1. Term. Subject to the terms hereof, the purchase right represented by this Warrant is exercisable, in whole or in part, at any time and from time to time from the Shares Closing Date (as defined in the Primary Financing SPA, until the fifth (5th) anniversary of the Shares Closing Date. For avoidance of doubt, this Warrant shall not become exercisable unless and until the Shares Closing (as defined in the Primary Financing SPA) is completed, and if the Shares Closing is not completed by June 30, 2023, the Warrant shall become null and void and of no further force or effect.

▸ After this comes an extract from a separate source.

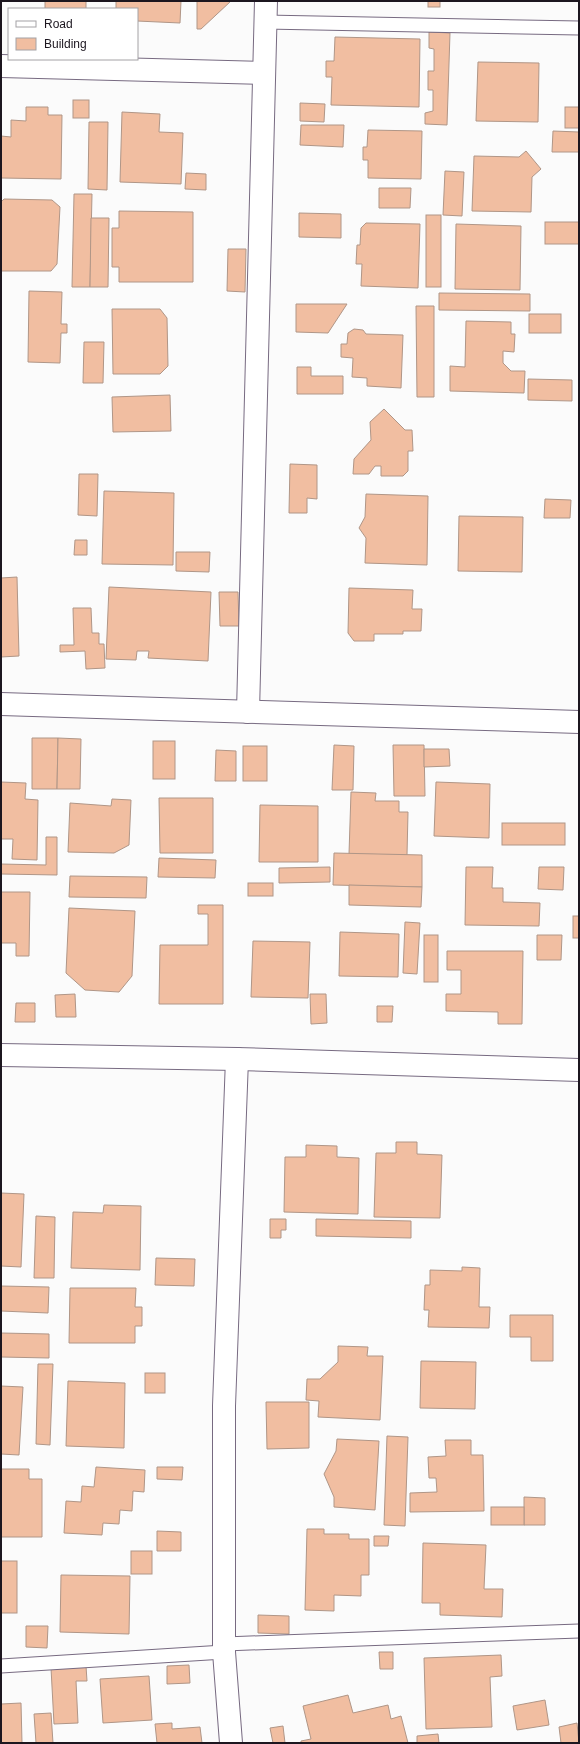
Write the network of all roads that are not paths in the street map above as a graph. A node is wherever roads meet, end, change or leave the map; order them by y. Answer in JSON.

2. Method of Exercise; Payment; Issuance of New Warrant. The purchase right represented by this Warrant may be exercised by the Warrantholder, in whole or in part and from time to time, by (i) the surrender of this Warrant (together with the notice of exercise form attached hereto as Exhibit A, duly executed) at the principal office of the Company, and (ii) the payment to the Company, by check, wire transfer, cancellation of indebtedness or any combination thereof, of an amount equal to the Exercise Price multiplied by the number of Warrant Shares then being purchased. The person or persons in whose name(s) any certificate(s) representing Warrant Shares shall be issuable upon exercise of this Warrant shall be deemed to have become the holder(s) of record of, and shall be treated for all purposes as the record holder(s) of, the shares represented thereby (and such shares shall be deemed to have been issued) immediately prior to the close of business on the date or dates upon which this Warrant is exercised. In the event of any exercise of the rights represented by this Warrant, certificates for the shares of stock so purchased shall be delivered to the holder hereof as soon as reasonably practicable and in any event within fifteen (15) days of receipt of such notice and, unless this Warrant has been fully exercised or expired, a new Warrant representing the portion of the Warrant Shares, if any, with respect to which this Warrant shall not then have been exercised shall also be issued to the holder hereof as soon as reasonably practicable and in any event within such fifteen (15)-day period.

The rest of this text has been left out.